Stackline data scientist, Ameya Gokhale, is headed to the SoCal AI & Data Science Conference this weekend to present his hierarchical product classification model. We pulled him away from his work for a quick conversation about data science at Stackline and his career journey thus far.
Tell me about life before Stackline?
During university, I started considering career opportunities in the overlap between what I liked, what I’m good at, and where I could find the most career potential. Data science was a natural fit. Plus it was named ‘the sexiest career of the 21st Century,’ so I figured I had to be on the right track!
But after taking a role in digital advertising management in my home country of India, I quickly realized I wanted to work in a more technical industry, so I applied to Carnegie Mellon’s graduate program — which included three amazing semesters in Adelaide, Australia. After that, I returned to the states to find a research-oriented company where I could really fast-track my data science learning curve.
Stackline was actually one of the first places I applied, and I instantly liked the close-knit culture and the innovative nature of the work.
Data science job seekers need to be really vigilant, because data science is such an attractive field that companies have started advertising data science roles that are in fact more like data analytics roles, but at Stackline it’s the real deal.
From your point of view, what’s the difference between data analytics and data science?
Data analytics leans towards business performance and how a company can grow using insights from data. Data science is the application of machine learning to solve complex business problems.
What projects are you working on here?
My first project deals with classification of products at scale. We get data on millions of products, and we want to classify those products down to the sub-category level rather than just the category level like most other data providers in this space. But how do you reliably determine the difference between a fashion boot and a snow boot, for instance, or a 2-in-1 laptop and a gaming laptop? And how do you do that across thousands, or hundreds of thousands, of similar products?

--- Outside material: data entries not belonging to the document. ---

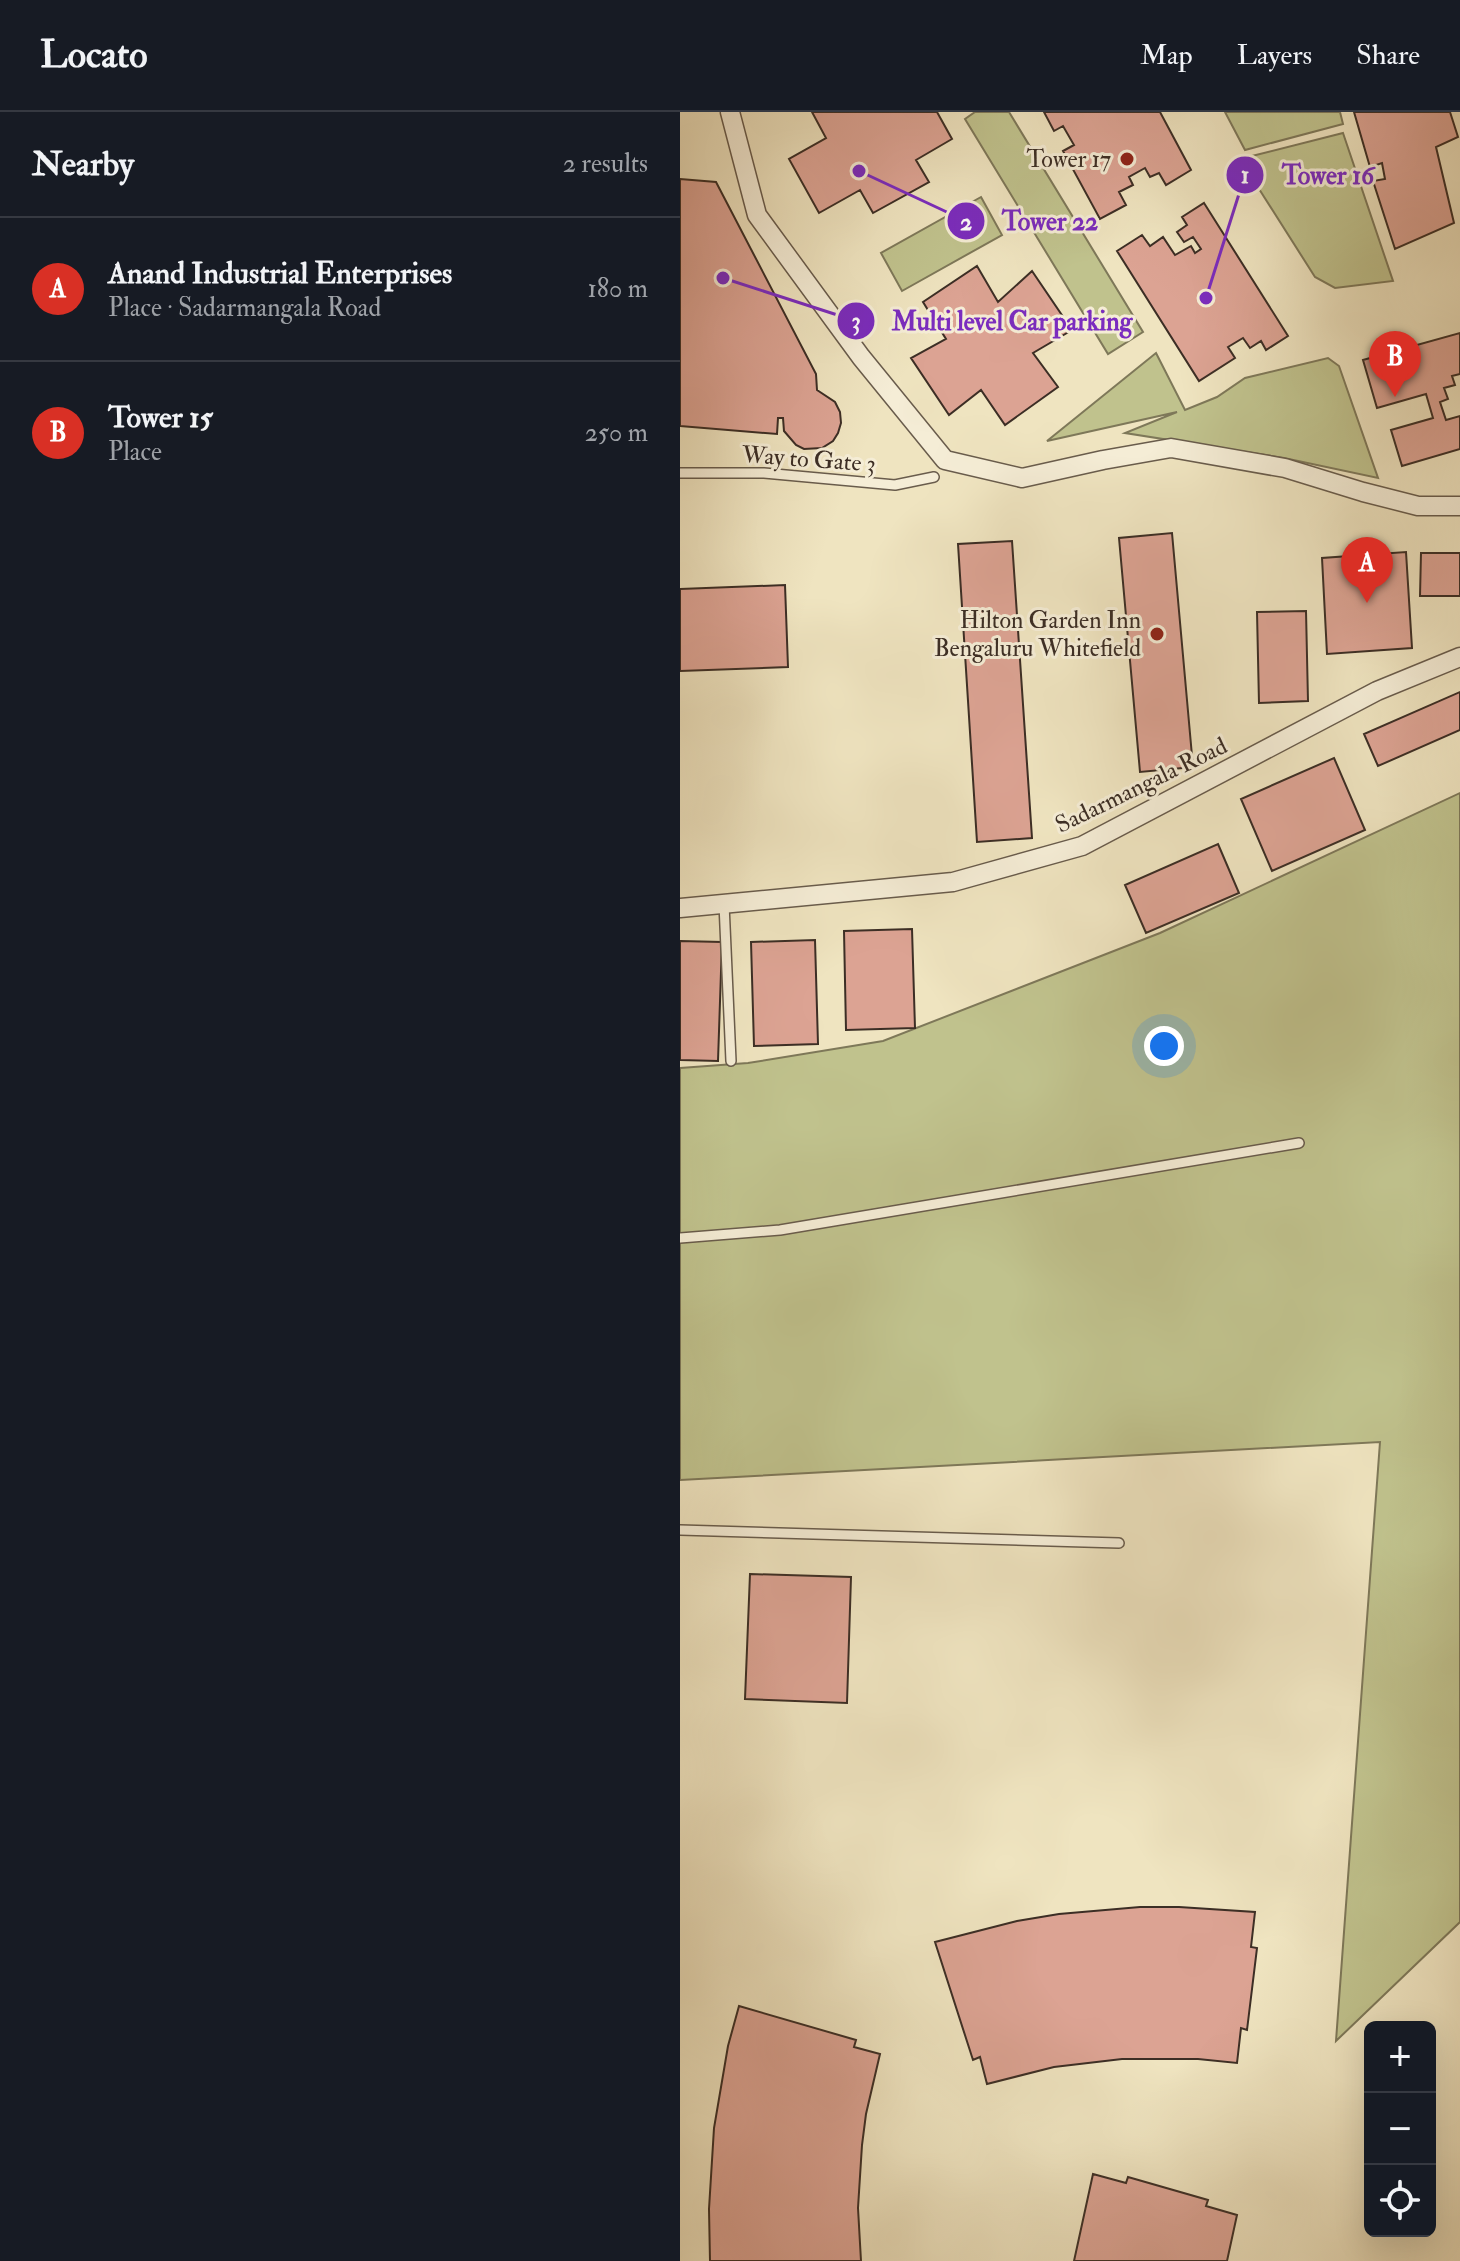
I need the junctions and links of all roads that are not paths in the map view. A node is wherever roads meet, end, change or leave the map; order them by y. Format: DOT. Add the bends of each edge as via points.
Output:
graph roads {
  1 [pos="730,112"];
  2 [pos="680,473"];
  3 [pos="934,477"];
  4 [pos="1460,506"];
  5 [pos="1460,657"];
  6 [pos="724,904"];
  7 [pos="680,908"];
  8 [pos="731,1061"];
  9 [pos="1299,1143"];
  10 [pos="680,1238"];
  11 [pos="680,1530"];
  12 [pos="1119,1543"];
  1 -- 4 [label="street" via="757,215 945,460 1022,478 1171,448 1285,468 1418,506"];
  2 -- 3 [label="lane, Way to Gate 3" via="764,473 895,485"];
  5 -- 6 [label="street, Sadarmangala Road" via="1377,691 1082,846 953,882"];
  6 -- 7 [label="street, Sadarmangala Road"];
  6 -- 8 [label="lane"];
  9 -- 10 [label="lane" via="780,1230"];
  11 -- 12 [label="lane"];
}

As businesses grow, product lines tend to grow, and the number of niche products serving niche segments of the market has grown almost exponentially with the rise of online commerce. If I sell 2-in-1 laptops, I don’t necessarily gain a lot of meaningful insight if I’m measuring the performance of my laptops against the entire universe of electronics products. I need to know how I’m competing against laptops more specifically. And even within that, I need to understand how my 2-in-1 laptop is competing against other 2-in-1 laptops that serve the needs of a similar audience. Only when I have accurate data at that level of granularity can I make business decisions that build my competitive advantage.
We developed a hierarchical model of sorting that leads to much more accurate results at the sub-category level. We assign a product to a “group” first with a high level of confidence. Then we assign it a category, then a sub-category. We've also combined two classification algorithms in such a way that we benefit from the positives of both while mitigating the negatives.

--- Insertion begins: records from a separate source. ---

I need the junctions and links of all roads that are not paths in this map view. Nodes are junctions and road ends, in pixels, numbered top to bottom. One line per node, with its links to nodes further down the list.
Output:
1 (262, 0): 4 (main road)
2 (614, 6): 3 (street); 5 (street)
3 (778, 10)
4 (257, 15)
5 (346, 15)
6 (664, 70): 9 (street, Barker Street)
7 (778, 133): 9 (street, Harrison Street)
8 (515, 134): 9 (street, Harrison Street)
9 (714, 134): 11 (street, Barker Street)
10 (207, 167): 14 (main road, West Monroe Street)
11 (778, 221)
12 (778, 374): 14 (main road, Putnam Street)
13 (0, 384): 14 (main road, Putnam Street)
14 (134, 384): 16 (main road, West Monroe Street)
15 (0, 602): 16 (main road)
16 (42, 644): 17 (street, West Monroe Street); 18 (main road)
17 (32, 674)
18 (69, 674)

How do you feel the data science team at Stackline is pushing out the boundaries of the industry?
Everyone at Stackline feels that their team’s job is the most important. And that’s awesome. That means we are all giving our very best. But data science here is definitely out on the forefront of the industry. Data has been called “the new oil,” and I think that’s very true. The amount of power a company has is highly correlated to the amount of data it has. Data projects are extremely important right now and should be treated extremely seriously, as they are at Stackline.
How much cross-disciplinary collaboration do you have here?

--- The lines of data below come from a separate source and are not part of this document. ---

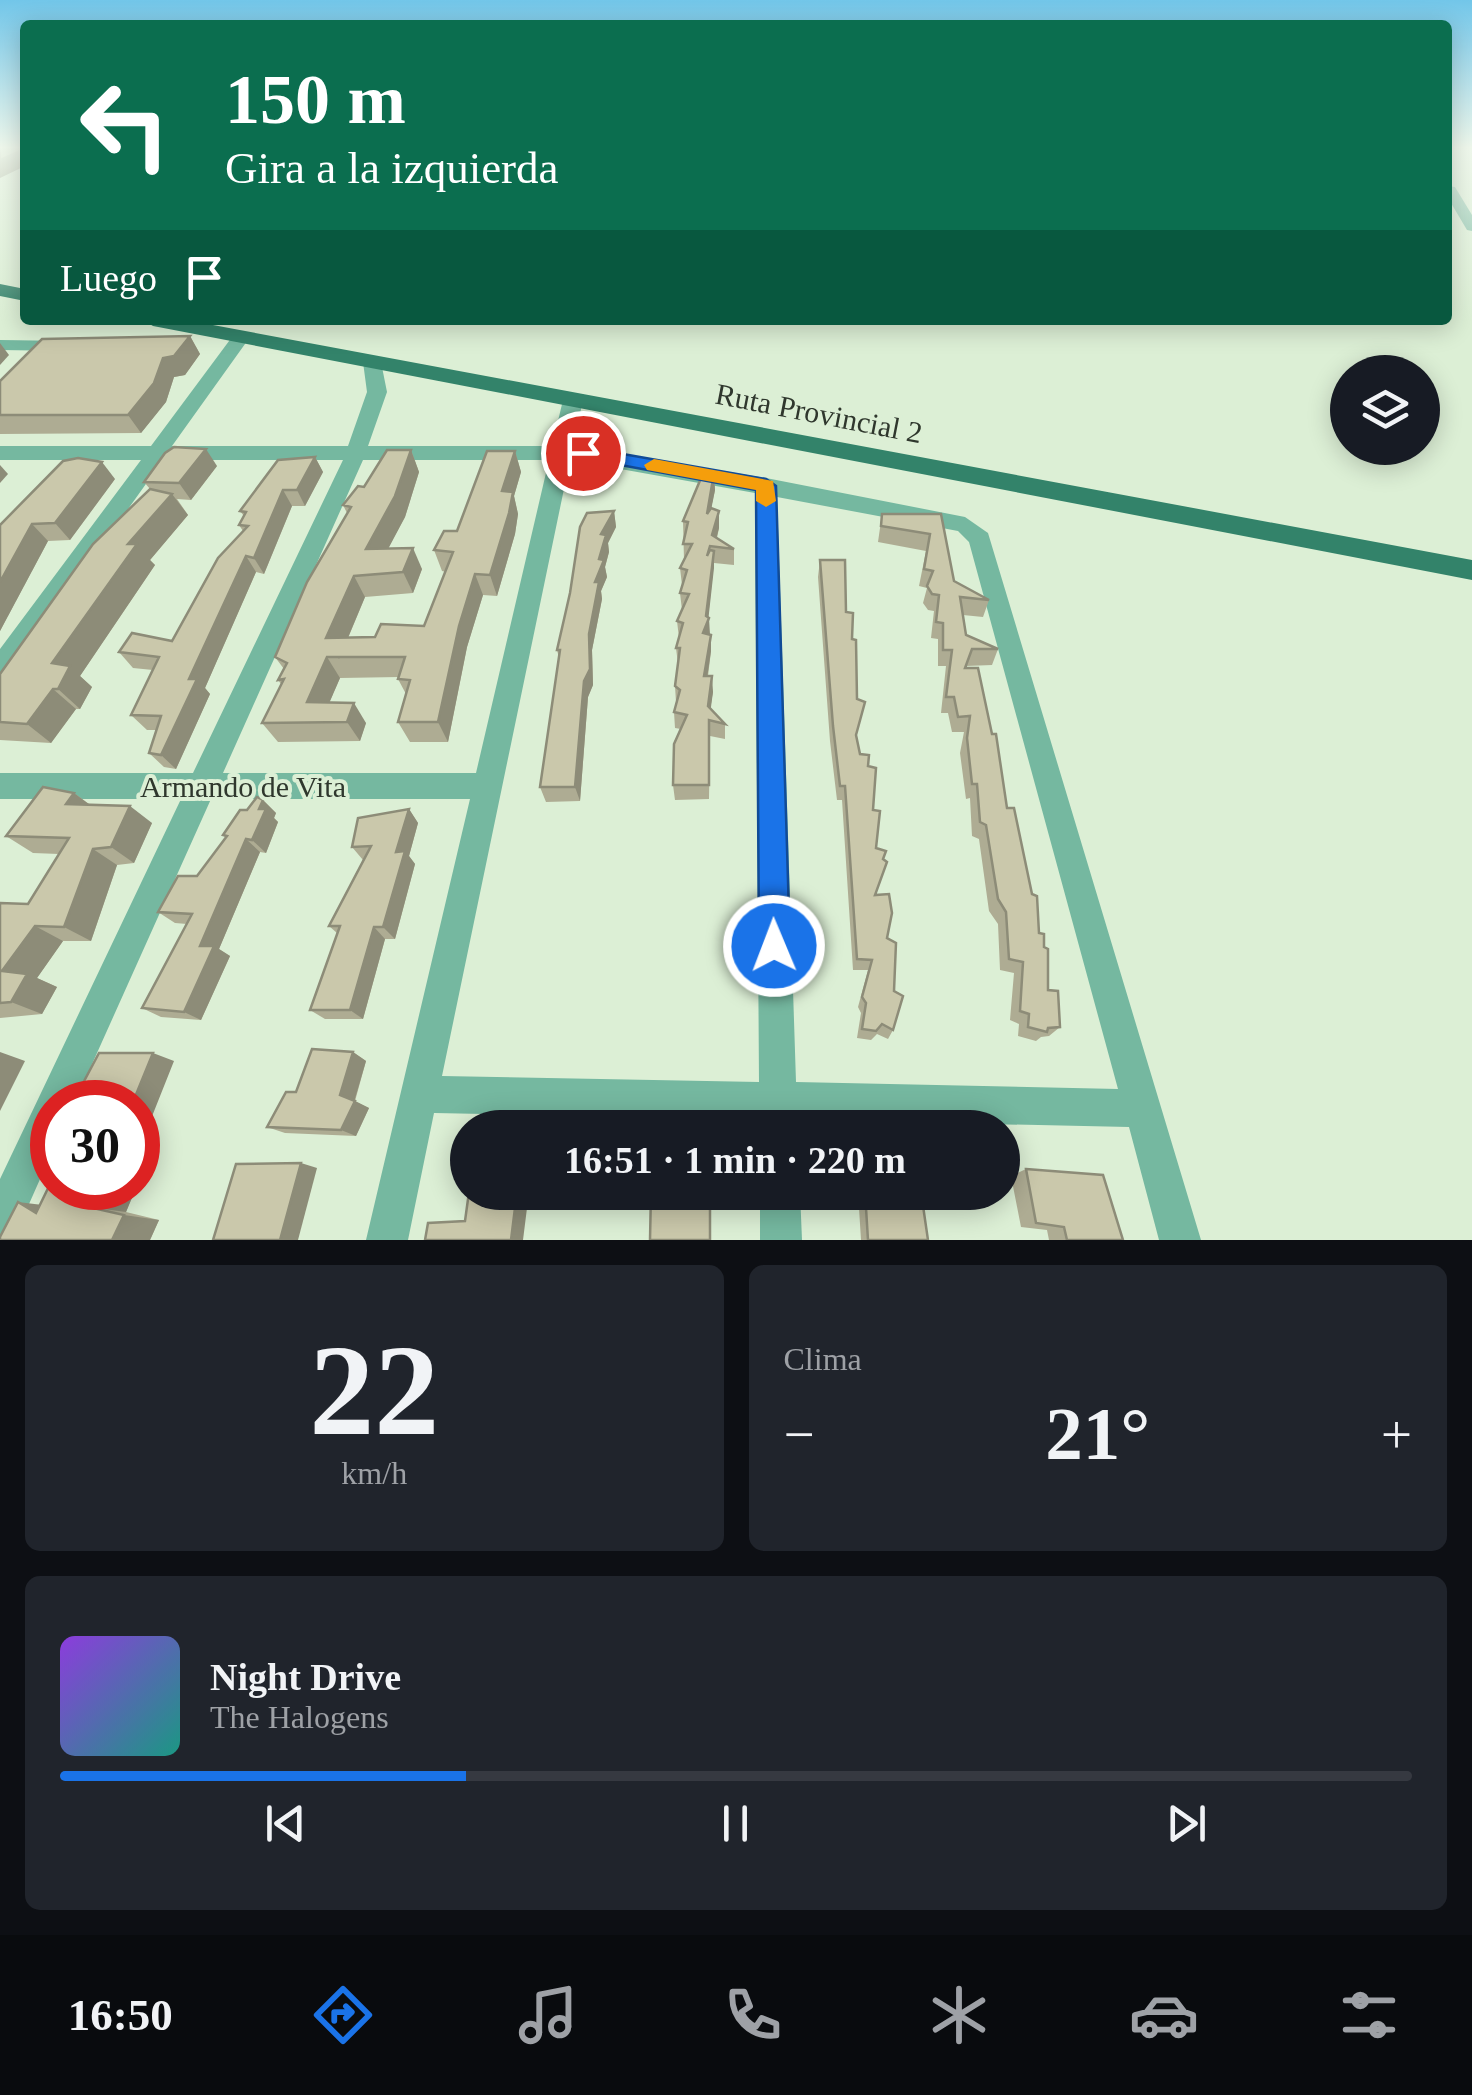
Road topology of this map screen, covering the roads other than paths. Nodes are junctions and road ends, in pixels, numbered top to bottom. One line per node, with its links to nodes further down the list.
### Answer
1 (179, 325): 2 (main road, Ruta Provincial 2)
2 (241, 337): 5 (main road, Ruta Provincial 2); 8 (street)
3 (0, 345): 4 (street)
4 (89, 346)
5 (372, 362): 6 (main road, Ruta Provincial 2); 9 (street)
6 (572, 400): 10 (street); 12 (main road, Ruta Provincial 2)
7 (0, 453): 8 (street)
8 (157, 453): 9 (street); 13 (street)
9 (356, 453): 10 (street); 15 (street)
10 (561, 453): 11 (street); 16 (street)
11 (766, 486): 19 (street); 21 (street)
12 (1472, 570)
13 (0, 670)
14 (0, 786): 15 (street, Armando de Vita)
15 (202, 786): 16 (street, Armando de Vita); 17 (street)
16 (486, 786): 18 (street)
17 (66, 1080)
18 (421, 1094): 20 (street); 26 (street)
19 (1142, 1108): 22 (street); 28 (street)
20 (722, 1110)
21 (778, 1110)
22 (996, 1110)
23 (30, 1158): 25 (street)
24 (780, 1210): 27 (street)
25 (0, 1224)
26 (387, 1240)
27 (781, 1240)
28 (1180, 1240)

I work with the engineers all of the time to get data to feed my models or to get feedback on the downstream impacts of my work. And I feel like I can approach anyone on the Channel Operations team at any time to understand the business case for our technologies. It’s a very collaborative and open culture.
What’s unique about the way Stackline approaches data science projects?
We’re not afraid of trying new things. There’s a lot of emphasis on R&D. You can’t always expect immediate results from the work of data scientists because half of the job is research. If you can build a successful prototype, you can scale it. But the work upfront takes a lot of time, and Stackline appreciates the full breadth of the process, which is pretty unique. Of course we have deadlines and time is of the essence, but research is also of the essence. We are given the confidence and the freedom to test out different approaches and contribute in our own way.
You had opportunities to join some of the most storied tech companies in the world. What tipped the scales towards Stackline?
I realized during my time at Carnegie Mellon that I like to work in a particular way, with the freedom to explore, try out new things even if they fail, and determine the best possible solution. I don’t want to be told exactly what to do. But in big companies, there is a rigid structure and a lot less freedom to deliver the best solution as opposed to the dictated solution.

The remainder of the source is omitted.